> **Exercise prompt**:
Gather each line of the records where "يسري" appears.

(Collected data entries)
──────────────────────────────

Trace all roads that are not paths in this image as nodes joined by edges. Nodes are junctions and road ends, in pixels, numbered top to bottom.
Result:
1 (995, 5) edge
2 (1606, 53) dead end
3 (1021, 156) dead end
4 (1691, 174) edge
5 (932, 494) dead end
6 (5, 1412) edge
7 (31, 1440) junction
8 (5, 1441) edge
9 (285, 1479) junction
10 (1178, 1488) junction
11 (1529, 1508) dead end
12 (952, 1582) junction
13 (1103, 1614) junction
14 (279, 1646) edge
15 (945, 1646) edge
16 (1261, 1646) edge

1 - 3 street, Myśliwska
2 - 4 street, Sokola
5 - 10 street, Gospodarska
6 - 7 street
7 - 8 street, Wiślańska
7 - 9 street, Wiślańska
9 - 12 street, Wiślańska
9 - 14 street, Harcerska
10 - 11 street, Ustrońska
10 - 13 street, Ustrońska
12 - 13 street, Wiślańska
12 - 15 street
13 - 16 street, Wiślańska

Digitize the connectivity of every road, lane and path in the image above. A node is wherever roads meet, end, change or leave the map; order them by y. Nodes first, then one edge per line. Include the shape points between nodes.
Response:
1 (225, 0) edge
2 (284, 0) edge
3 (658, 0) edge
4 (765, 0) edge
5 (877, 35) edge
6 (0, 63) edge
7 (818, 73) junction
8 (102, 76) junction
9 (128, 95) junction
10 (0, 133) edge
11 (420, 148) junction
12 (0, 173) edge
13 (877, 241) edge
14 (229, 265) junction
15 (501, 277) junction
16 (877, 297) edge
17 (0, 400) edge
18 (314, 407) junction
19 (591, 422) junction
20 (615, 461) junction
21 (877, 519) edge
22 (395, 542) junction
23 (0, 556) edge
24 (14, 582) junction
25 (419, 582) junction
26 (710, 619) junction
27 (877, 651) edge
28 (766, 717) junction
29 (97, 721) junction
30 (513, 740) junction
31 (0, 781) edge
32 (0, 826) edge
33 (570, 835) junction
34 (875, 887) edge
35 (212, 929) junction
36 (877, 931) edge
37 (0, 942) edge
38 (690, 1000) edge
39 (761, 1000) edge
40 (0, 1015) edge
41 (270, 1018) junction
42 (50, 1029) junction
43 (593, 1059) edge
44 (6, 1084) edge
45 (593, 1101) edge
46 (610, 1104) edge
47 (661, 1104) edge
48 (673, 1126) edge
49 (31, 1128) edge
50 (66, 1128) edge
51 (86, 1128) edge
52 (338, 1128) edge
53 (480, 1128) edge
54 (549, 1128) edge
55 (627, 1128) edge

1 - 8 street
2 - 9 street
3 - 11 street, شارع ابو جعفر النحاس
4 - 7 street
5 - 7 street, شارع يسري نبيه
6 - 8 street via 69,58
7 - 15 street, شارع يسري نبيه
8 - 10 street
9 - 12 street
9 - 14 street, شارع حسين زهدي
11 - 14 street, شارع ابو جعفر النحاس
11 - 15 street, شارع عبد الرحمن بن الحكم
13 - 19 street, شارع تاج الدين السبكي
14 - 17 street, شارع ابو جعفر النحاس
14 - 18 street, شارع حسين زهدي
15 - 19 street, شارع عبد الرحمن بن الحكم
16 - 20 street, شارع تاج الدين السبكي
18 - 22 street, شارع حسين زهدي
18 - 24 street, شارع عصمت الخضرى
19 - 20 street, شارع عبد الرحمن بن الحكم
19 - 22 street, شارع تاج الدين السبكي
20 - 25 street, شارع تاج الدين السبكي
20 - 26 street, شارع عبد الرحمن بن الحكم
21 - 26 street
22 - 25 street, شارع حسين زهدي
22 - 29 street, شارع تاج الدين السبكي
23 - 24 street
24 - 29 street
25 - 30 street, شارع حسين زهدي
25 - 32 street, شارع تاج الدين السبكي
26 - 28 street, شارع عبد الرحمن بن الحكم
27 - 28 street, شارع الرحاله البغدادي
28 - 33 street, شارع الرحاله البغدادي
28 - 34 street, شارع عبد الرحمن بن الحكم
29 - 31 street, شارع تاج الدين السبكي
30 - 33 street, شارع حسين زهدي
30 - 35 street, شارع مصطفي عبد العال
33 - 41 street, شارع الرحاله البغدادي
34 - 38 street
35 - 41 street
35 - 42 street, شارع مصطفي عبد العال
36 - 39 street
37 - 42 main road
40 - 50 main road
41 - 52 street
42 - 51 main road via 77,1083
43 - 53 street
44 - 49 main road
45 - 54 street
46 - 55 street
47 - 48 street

──────────────────────────────

> **Written solution**:
5 - 7 street, شارع يسري نبيه
7 - 15 street, شارع يسري نبيه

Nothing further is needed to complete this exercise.